I really, really don’t want to be coming down with a cold. I’ve made a soup with many ingredients that are praised for their germ-fighting abilities.
- 1 celery stalk, finely sliced
- 1 fennel stalk, finely sliced
- 1 medium carrot, finely sliced
- 1/3 medium onion
- 2 garlic cloves, minced
- 3 cups stock or broth (M made turkey stock from the Thanksgiving turkey, but you can use whatever stock or broth you have on hand)
- 1/4 cup red quinoa
- 4 drops jalapeno sauce (a little more would be fine, I just went overboard last time and decided to take a more conservative route this time)
- 1 1/2 teaspoons fresh grated ginger
- 1/2 teaspoon black lava salt (it’s coated in activated charcoal)
- 1 teaspoon sea lettuce flakes
Saute the carrot, celery, onion, fennel, and garlic in 2 tablespoons olive oil for about five minutes. Add everything else and bring to a boil. Turn down the heat and simmer for 20 minutes.

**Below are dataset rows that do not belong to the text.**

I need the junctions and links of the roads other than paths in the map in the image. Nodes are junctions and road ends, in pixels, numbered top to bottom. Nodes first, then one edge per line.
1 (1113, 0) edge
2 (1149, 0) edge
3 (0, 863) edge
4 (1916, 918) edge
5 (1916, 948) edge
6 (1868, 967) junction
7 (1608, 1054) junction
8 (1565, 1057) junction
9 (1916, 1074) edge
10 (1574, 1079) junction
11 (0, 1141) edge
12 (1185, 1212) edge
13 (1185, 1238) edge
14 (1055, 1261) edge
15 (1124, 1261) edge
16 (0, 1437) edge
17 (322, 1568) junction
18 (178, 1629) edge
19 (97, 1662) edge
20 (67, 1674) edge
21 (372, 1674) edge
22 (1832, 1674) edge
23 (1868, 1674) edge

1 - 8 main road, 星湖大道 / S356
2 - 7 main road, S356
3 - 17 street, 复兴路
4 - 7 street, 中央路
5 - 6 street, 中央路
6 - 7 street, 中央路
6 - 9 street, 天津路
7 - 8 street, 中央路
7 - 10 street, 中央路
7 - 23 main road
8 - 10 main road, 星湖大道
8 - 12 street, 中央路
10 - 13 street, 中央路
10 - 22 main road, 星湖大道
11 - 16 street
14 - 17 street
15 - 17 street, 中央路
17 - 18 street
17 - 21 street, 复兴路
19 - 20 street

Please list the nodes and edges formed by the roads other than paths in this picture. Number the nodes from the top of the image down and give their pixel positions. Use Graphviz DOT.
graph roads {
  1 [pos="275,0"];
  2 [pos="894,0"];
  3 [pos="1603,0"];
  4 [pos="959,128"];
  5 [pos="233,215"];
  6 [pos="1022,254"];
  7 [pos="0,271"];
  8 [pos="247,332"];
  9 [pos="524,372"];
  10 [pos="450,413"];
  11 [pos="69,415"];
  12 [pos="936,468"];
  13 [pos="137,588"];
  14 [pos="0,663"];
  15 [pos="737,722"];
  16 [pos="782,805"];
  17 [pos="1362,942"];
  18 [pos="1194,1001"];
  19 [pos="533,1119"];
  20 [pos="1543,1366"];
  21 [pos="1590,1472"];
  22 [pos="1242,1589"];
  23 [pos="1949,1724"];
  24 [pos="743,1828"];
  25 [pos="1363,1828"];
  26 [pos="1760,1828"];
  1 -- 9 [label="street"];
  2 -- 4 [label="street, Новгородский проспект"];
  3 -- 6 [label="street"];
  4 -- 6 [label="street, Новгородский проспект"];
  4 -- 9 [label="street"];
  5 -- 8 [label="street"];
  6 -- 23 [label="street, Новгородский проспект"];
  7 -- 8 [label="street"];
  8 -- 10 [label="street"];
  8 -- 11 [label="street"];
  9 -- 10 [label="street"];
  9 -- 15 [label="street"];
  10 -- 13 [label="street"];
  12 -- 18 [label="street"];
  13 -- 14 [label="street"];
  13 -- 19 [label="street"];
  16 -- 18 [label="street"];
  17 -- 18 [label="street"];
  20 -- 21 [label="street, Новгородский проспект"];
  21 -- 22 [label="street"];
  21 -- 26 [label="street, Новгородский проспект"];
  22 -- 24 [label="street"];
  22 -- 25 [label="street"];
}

Mmm… it’s good and it FEELS good!
I do these random dinners quite often. They’re simple, quick, and satisfying.
- 1 carrot, thinly sliced
- 2 tablespoons olive oil
- 1/2 fennel bulb, coarsely chopped
- 1/2 red onion, thinly sliced
- 1 head of kale, leaves stripped from stems and torn into smallish pieces
- 8oz pre-cooked chicken sausage (or 8oz marinated firm tofu)
- 1 cup chicken or vegetable broth
- 1 teaspoon arrowroot powder (or 1 tablespoon cornstarch)
What I did:
- Heat the olive oil in a large pan on medium heat, add onion, carrot, fennel, and sausage (if using tofu, add at the end to keep it from disintegrating) and saute for about 3 minutes.
- Add broth, kale, seasonings of choice (about 2 teaspoons, depending).
- Cover and allow to cook for about 15 minutes, add arrowroot/cornstarch and allow to thicken for about 5 minutes.
- Serve over rice or pasta.
Like I said, this is really a standard meal for me. About 3/4 of what I get in the CSA box can be used in this recipe.